Doubting his leadership qualities, allies Hindustani Awami Morcha of former chief minister Jitan Ram Manjhi, Rashtriya Lok Samta Party of former union minister Upendra Kushwaha and Vikassheel Insaan Party of Mukesh Sahni jumped the ship in search of greener pastures elsewhere.
Humility is a trait which, according to those who saw him at school or later as an aspiring cricketer, defines the younger son of two former chief ministers which was reflected in the manner in which he accommodated the Congress and the Left, seen as a spent force in the state ever since it was swept over by the Mandal wave.
Another hallmark of his personality is the ability to think on his feet. After deciding early on in life that studies were not for him, Yadav chose not to cling to his cricketing aspirations either after the much-needed big break eluded him. Contracted by IPL franchise Delhi Daredevils for some time he remained in the reserve list.
He announced his "retirement" from cricket just a couple of years before entering politics in 2015 at the tender age of 25. The new vocation came as a perfect pitch to bat on as he won from Raghopur in the assembly election comfortably.
Soon Lalu made it clear that Tejashwi was his chosen successor, and he was appointed the deputy chief minister in the Nitish Kumar government.
As fate would have it, Tejashwi's name cropped up in a money laundering case related to alleged illegal land transactions when his father was the railway minister in the United Progressive Alliance-1 government. Tejashwi was in his teens when the alleged scam happened.
The development drew heavy opposition fire and Nitish Kumar snapped his ties with the RJD, before returning to the NDA, giving up his ambition of heading a nationwide coalition for a "Sangh Mukt Bharat" which could pose a challenge to the Narendra Modi juggernaut.
Tejashwi took the sudden loss of power on the chin, transitioning seamlessly into a doughty leader of the opposition.
As Lalu landed in jail following conviction in a number of fodder scam cases, Tejashwi, by now the RJD's chief ministerial candidate, kept the party afloat and also rallied leaders as diverse as Rahul Gandhi, Arvind Kejriwal and the Left bigwigs at a rally in New Delhi against the Muzaffarpur shelter home sex scandal, making his presece felt at the national level.

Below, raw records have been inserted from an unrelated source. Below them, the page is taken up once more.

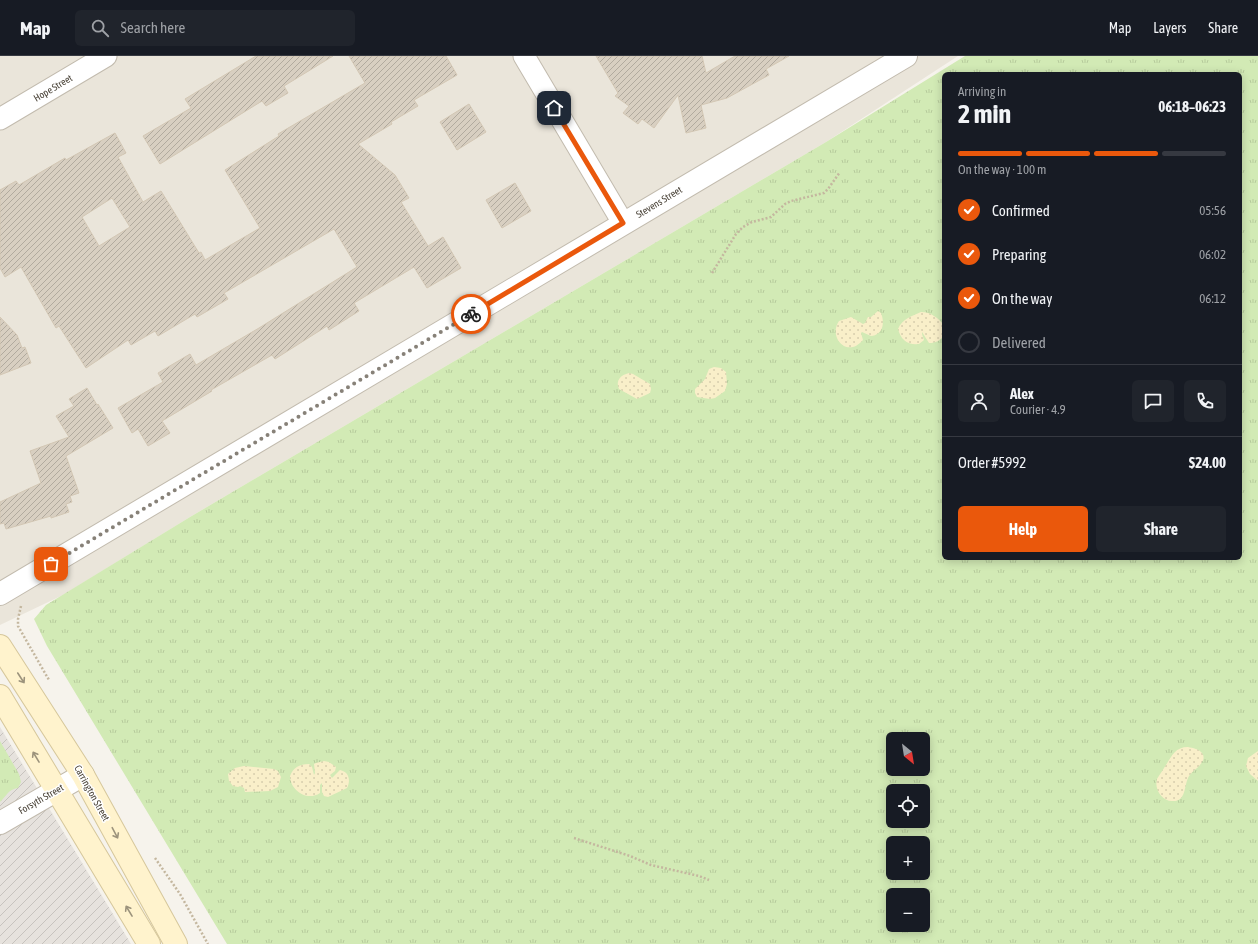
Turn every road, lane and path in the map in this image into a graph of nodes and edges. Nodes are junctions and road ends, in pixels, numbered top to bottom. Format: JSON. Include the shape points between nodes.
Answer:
{"nodes":[{"id":1,"x":106,"y":56,"type":"edge"},
{"id":2,"x":524,"y":56,"type":"edge"},
{"id":3,"x":906,"y":56,"type":"edge"},
{"id":4,"x":0,"y":119,"type":"edge"},
{"id":5,"x":840,"y":172,"type":"dead end"},
{"id":6,"x":623,"y":223,"type":"junction"},
{"id":7,"x":712,"y":273,"type":"dead end"},
{"id":8,"x":0,"y":594,"type":"edge"},
{"id":9,"x":0,"y":646,"type":"edge"},
{"id":10,"x":0,"y":696,"type":"edge"},
{"id":11,"x":83,"y":774,"type":"junction"},
{"id":12,"x":56,"y":790,"type":"junction"},
{"id":13,"x":0,"y":823,"type":"edge"},
{"id":14,"x":574,"y":838,"type":"dead end"},
{"id":15,"x":709,"y":880,"type":"dead end"},
{"id":16,"x":149,"y":944,"type":"edge"},
{"id":17,"x":176,"y":944,"type":"edge"}],
"edges":[{"from":1,"to":4,"type":"street","name":"Hope Street"},
{"from":2,"to":6,"type":"street"},
{"from":3,"to":6,"type":"street","name":"Stevens Street"},
{"from":5,"to":7,"type":"path","via":[[824,193],[790,201],[771,217],[743,227]]},
{"from":6,"to":8,"type":"street","name":"Stevens Street"},
{"from":9,"to":11,"type":"main road","name":"Carrington Street","one_way":true},
{"from":12,"to":10,"type":"main road","one_way":true},
{"from":11,"to":12,"type":"street","name":"Forsyth Street"},
{"from":11,"to":17,"type":"main road","name":"Carrington Street","one_way":true},
{"from":12,"to":13,"type":"street","name":"Forsyth Street"},
{"from":16,"to":12,"type":"main road","one_way":true},
{"from":14,"to":15,"type":"path","via":[[652,865]]}]}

Towards the end of 2018, he seemed bogged down by problems in the family. Much of his time and energy was spent trying unsuccessfully to prevent mercurial elder brother Tej Pratap's nasty marital dispute from playing out in the open.
After the Lok Sabha poll fiasco, Tejashwi showed signs of torpor, choosing to spend most of his time away from Bihar and even giving a month-long assembly session a miss during an outbreak of brain fever and flash floods in north Bihar, providing the opposition with ample ammunition to attack him.
Leaders of the JD(U)-BJP combine ridiculed him as an "ill prepared student afraid of facing exams" when he demanded that the assembly elections be deferred in view of the raging COVID-19 pandemic.
However, once the elections were announced, he steeled himself for the fight.
The young leader displayed quiet ruthlessness while marginalising dissenters and guile in keeping his ambitious eldest sister Misa Bharti, a Rajya Sabha MP, away from campaign and Tej Pratap confined to his Hasanpur seat.
As the NDA seemed losing its earlier surefootedness, doddering under the weight of LJP leader Chirag Paswan's rebellion, he seized the moment and launched an indefatigable campaign, addressing more than a dozen rallies a day.
His frequent references to himself as "sher ka beta" (son of a lion) notwithstanding, leaders of the JD-U and the BJP claimed he was shying away from using the pictures of his parents in his campaign as they were emblematic of the "jungle raj".
Prime Minister Narendra Modi lent weight to the narrative by frequently referring to him as the "Jungle Raj Ke Yuvraj".
He might have failed to lead his alliance to victory, but the assembly polls have heralded the advent of a young leader on Bihar's political firmament who can feel the pulse of youth and has abundant promise.